Linear regression
Now that that's all done, let's do some linear regression! But first, let's clean up our code. We'll move our exploratory work so far into a function called exploration(). Then we will reread the file, split the dataset into training and testing dataset, and perform all the transformations before finally running the regression. For that, we will use github.com/sajari/regression and apply the regression.
The first part looks like this:
func main() {
// exploratory() // commented out because we're done with exploratory work.
f, err := os.Open("train.csv")
mHandleErr(err)
defer f.Close()
hdr, data, indices, err := ingest(f)
rows, cols, XsBack, YsBack, newHdr, newHints := clean(hdr, data, indices, datahints, ignored)
Xs := tensor.New(tensor.WithShape(rows, cols), tensor.WithBacking(XsBack))
it, err := native.MatrixF64(Xs)
mHandleErr(err)
// transform the Ys
for i := range YsBack {
YsBack[i] = math.Log1p(YsBack[i])
}
// transform the Xs
transform(it, newHdr, newHints)
// partition the data
shuffle(it, YsBack)
testingRows := int(float64(rows) * 0.2)
trainingRows := rows - testingRows
testingSet := it[trainingRows:]
testingYs := YsBack[trainingRows:]
it = it[:trainingRows]
YsBack = YsBack[:trainingRows]
log.Printf("len(it): %d || %d", len(it), len(YsBack))
...
We first ingest and clean the data, then we create an iterator for the matrix of Xs for easier access. We then transform both the Xs and the Ys. Finally, we shuffle the Xs, and partition them into a training dataset and a testing dataset.

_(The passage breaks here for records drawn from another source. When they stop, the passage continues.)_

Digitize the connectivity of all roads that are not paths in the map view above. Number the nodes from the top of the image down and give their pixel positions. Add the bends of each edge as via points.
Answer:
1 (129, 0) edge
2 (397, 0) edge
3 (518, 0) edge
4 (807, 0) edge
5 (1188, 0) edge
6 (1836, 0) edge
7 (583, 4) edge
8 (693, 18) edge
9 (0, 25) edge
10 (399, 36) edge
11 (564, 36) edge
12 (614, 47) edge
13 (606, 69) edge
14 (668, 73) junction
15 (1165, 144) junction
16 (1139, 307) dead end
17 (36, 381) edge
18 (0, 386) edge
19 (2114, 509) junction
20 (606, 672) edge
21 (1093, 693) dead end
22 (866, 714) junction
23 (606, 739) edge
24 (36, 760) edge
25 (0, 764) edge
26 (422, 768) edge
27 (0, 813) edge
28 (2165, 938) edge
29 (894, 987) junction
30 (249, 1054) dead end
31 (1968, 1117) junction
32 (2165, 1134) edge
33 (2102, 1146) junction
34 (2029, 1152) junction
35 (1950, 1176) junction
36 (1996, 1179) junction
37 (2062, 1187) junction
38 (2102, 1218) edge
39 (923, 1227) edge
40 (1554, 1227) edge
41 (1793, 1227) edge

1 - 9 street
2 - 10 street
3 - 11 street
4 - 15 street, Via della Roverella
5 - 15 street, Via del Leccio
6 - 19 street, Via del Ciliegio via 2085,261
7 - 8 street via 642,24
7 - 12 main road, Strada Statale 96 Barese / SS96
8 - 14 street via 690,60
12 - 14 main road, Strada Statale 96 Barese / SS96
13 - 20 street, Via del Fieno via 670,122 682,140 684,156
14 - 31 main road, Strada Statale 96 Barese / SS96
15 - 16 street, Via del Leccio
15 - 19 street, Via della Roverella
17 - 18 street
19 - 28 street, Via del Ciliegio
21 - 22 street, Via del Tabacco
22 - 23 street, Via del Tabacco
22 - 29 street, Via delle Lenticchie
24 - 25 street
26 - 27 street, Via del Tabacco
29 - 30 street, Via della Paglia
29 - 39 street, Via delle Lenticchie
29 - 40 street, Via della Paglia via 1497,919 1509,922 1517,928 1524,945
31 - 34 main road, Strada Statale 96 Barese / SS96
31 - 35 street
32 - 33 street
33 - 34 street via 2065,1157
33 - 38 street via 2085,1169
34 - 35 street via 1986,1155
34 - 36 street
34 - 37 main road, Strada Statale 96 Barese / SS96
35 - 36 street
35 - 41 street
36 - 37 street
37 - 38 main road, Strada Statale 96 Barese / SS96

Recall from the first chapter on knowing whether a model is good. A good model must be able to generalize to previously unseen combinations of values. To prevent overfitting, we must cross-validate our model.
In order to achieve that, we must only train on a limited subset of data, then use the model to predict on the test set of data. We can then get a score of how well it did when being run on the testing set.
Ideally, this should be done before the parsing of the data into the Xs and Ys. But we'd like to reuse the functions we wrote earlier, so we shan't do that. The separate functions of ingest and clean, however, allows you to do that. And if you visit the repository on GitHub, you will find that all the functions for such an act can easily be done.
For now, we simply take out 20% of the dataset, and set it aside. A shuffle is used to resample the rows so that we don't train on the same 80% every time.
Also, note that now the clean function takes ignored, while in the exploratory mode, it took nil. This, along with the shuffle, are important for cross-validation later on.